Dataset records —
──────

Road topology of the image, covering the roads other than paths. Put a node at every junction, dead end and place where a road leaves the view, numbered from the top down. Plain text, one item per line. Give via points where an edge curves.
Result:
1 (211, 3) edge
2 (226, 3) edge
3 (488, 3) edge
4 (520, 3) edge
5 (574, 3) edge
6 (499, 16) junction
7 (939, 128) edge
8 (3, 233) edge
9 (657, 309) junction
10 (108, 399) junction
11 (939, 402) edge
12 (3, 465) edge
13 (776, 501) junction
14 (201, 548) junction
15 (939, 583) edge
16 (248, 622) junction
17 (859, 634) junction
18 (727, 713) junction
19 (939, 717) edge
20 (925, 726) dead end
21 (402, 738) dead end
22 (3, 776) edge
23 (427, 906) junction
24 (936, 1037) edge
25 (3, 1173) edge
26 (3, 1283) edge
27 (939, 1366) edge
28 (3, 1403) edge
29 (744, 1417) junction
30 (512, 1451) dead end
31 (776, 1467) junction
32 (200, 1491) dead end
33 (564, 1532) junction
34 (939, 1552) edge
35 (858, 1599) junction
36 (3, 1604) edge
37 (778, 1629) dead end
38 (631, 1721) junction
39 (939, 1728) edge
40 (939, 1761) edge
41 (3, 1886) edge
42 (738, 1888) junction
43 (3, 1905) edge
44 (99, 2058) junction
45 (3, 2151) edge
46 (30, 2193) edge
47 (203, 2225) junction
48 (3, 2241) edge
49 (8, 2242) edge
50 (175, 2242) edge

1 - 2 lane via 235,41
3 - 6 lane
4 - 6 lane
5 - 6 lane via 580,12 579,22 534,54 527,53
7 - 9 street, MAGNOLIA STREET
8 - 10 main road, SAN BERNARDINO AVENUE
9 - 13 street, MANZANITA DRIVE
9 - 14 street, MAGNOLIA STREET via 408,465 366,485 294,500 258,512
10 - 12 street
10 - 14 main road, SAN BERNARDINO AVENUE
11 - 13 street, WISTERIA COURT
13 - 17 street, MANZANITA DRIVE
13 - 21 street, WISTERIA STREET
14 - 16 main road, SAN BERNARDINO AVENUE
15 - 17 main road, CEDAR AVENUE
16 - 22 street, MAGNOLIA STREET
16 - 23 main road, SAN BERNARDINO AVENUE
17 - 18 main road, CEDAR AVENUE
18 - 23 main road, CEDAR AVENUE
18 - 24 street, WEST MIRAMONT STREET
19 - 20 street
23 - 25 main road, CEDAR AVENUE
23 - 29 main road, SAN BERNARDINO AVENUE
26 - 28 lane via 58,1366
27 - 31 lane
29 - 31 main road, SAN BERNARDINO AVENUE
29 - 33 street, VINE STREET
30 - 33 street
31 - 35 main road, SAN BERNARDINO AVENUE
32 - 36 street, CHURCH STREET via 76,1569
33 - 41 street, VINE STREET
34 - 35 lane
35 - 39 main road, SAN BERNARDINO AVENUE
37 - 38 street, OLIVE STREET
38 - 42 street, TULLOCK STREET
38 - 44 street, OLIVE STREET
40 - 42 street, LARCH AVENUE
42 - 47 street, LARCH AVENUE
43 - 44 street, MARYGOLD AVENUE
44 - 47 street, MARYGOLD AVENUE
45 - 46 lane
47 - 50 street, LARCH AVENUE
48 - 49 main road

──────

The answer must be every line from the records above that contains the word "DRIVE", copied in full.

9 - 13 street, MANZANITA DRIVE
13 - 17 street, MANZANITA DRIVE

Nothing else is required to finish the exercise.